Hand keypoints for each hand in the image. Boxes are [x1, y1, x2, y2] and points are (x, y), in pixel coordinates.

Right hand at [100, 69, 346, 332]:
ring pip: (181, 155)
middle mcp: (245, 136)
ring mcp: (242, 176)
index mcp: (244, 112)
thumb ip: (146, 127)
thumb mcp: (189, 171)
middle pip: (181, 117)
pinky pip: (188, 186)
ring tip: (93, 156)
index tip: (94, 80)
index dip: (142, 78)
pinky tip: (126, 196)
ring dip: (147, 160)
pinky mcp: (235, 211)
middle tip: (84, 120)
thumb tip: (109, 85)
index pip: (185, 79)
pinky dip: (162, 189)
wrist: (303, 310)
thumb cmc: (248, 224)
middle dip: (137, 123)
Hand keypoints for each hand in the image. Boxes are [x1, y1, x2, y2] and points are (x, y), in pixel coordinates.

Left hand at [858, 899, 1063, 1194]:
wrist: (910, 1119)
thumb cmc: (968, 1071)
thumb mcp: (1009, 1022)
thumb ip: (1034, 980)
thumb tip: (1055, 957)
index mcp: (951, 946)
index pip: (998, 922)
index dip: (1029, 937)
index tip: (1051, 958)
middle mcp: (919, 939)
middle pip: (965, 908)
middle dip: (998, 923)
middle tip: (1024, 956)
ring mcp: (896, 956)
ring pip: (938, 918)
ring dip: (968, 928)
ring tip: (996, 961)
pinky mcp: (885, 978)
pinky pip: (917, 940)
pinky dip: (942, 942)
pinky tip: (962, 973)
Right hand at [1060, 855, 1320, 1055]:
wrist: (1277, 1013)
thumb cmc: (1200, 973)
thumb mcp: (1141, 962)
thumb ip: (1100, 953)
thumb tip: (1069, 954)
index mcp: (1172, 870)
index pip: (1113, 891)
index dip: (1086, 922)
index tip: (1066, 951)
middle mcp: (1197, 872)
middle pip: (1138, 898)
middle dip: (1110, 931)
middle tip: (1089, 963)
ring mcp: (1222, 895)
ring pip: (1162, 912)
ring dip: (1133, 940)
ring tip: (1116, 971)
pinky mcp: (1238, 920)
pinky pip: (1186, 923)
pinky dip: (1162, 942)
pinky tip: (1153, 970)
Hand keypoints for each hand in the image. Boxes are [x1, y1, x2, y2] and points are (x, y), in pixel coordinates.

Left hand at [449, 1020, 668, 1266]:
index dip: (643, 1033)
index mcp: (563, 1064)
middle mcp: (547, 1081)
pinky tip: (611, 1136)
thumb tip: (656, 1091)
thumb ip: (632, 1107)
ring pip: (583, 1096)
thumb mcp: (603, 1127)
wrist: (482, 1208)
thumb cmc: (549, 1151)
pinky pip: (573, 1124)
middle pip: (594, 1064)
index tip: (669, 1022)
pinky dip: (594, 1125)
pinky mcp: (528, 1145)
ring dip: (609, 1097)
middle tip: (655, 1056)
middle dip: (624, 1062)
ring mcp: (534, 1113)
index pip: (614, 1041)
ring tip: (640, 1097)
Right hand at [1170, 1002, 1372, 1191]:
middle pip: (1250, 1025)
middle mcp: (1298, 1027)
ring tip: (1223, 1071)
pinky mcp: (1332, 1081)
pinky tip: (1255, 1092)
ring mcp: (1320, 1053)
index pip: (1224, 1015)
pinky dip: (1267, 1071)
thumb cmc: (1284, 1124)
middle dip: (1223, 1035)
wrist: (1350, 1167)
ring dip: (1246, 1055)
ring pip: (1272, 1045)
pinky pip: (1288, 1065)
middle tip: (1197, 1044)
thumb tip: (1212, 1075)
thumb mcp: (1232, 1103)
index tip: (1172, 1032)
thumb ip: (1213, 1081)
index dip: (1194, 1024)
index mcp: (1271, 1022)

[TASK OBJECTIVE] All the material, top to bottom: write it out again precisely.

[ANSWER BOX]
Hand keypoints for each hand in the image. Boxes are [x1, y1, x2, y2] and points are (x, y), in pixel coordinates.

Right hand at [100, 69, 346, 332]:
ring pip: (181, 155)
middle mcp: (245, 136)
ring mcp: (242, 176)
index mcp: (244, 112)
thumb ip: (146, 127)
thumb mcp: (189, 171)
middle pip: (181, 117)
pinky pip: (188, 186)
ring tip: (93, 156)
index tip: (94, 80)
index dip: (142, 78)
pinky tip: (126, 196)
ring dip: (147, 160)
pinky mcp: (235, 211)
middle tip: (84, 120)
thumb tip: (109, 85)
index pip: (185, 79)
pinky dip: (162, 189)
wrist: (303, 310)
thumb cmc: (248, 224)
middle dip: (137, 123)
Hand keypoints for each hand in the image. Boxes are [x1, y1, x2, y2] and points are (x, y), in pixel coordinates.

Left hand at [858, 899, 1063, 1194]:
wrist: (910, 1119)
thumb cmc: (968, 1071)
thumb mcp: (1009, 1022)
thumb ip: (1034, 980)
thumb tip: (1055, 957)
index mcp: (951, 946)
index pip: (998, 922)
index dip: (1029, 937)
index tip: (1051, 958)
middle mcp: (919, 939)
middle pip: (965, 908)
middle dip: (998, 923)
middle tip: (1024, 956)
ring mcp: (896, 956)
ring pip: (938, 918)
ring dip: (968, 928)
ring tip: (996, 961)
pinky mcp: (885, 978)
pinky pip: (917, 940)
pinky dip: (942, 942)
pinky tip: (962, 973)
Right hand at [1060, 855, 1320, 1055]:
wrist: (1277, 1013)
thumb cmc: (1200, 973)
thumb mcp: (1141, 962)
thumb ip: (1100, 953)
thumb tip: (1069, 954)
index mcp: (1172, 870)
index pip: (1113, 891)
index dip: (1086, 922)
index tip: (1066, 951)
middle mcp: (1197, 872)
middle pip: (1138, 898)
middle dip: (1110, 931)
middle tip: (1089, 963)
ring mcp: (1222, 895)
ring pip: (1162, 912)
ring dip: (1133, 940)
ring tip: (1116, 971)
pinky mcp: (1238, 920)
pinky pip: (1186, 923)
pinky dip: (1162, 942)
pinky tip: (1153, 970)
Hand keypoints for each hand in the image. Boxes are [x1, y1, x2, y2] and points are (x, y), in pixel coordinates.

Left hand at [449, 1020, 668, 1266]:
index dip: (643, 1033)
index mcp: (563, 1064)
middle mcp: (547, 1081)
pinky tip: (611, 1136)
thumb tip: (656, 1091)
thumb ip: (632, 1107)
ring pip: (583, 1096)
thumb mcp: (603, 1127)
wrist: (482, 1208)
thumb cmc: (549, 1151)
pinky pip: (573, 1124)
middle pip: (594, 1064)
index tip: (669, 1022)
pinky dip: (594, 1125)
pinky mcp: (528, 1145)
ring dip: (609, 1097)
middle tip: (655, 1056)
middle dip: (624, 1062)
ring mcp: (534, 1113)
index pip: (614, 1041)
ring tip: (640, 1097)
Right hand at [1170, 1002, 1372, 1191]:
middle pip: (1250, 1025)
middle mcp: (1298, 1027)
ring tip: (1223, 1071)
pinky mcp: (1332, 1081)
pinky tip: (1255, 1092)
ring mcp: (1320, 1053)
index pip: (1224, 1015)
pinky dip: (1267, 1071)
thumb cmc: (1284, 1124)
middle dip: (1223, 1035)
wrist: (1350, 1167)
ring dip: (1246, 1055)
ring pip: (1272, 1045)
pinky pip: (1288, 1065)
middle tip: (1197, 1044)
thumb tip: (1212, 1075)
thumb mcp: (1232, 1103)
index tip: (1172, 1032)
thumb ip: (1213, 1081)
index dip: (1194, 1024)
index mcp: (1271, 1022)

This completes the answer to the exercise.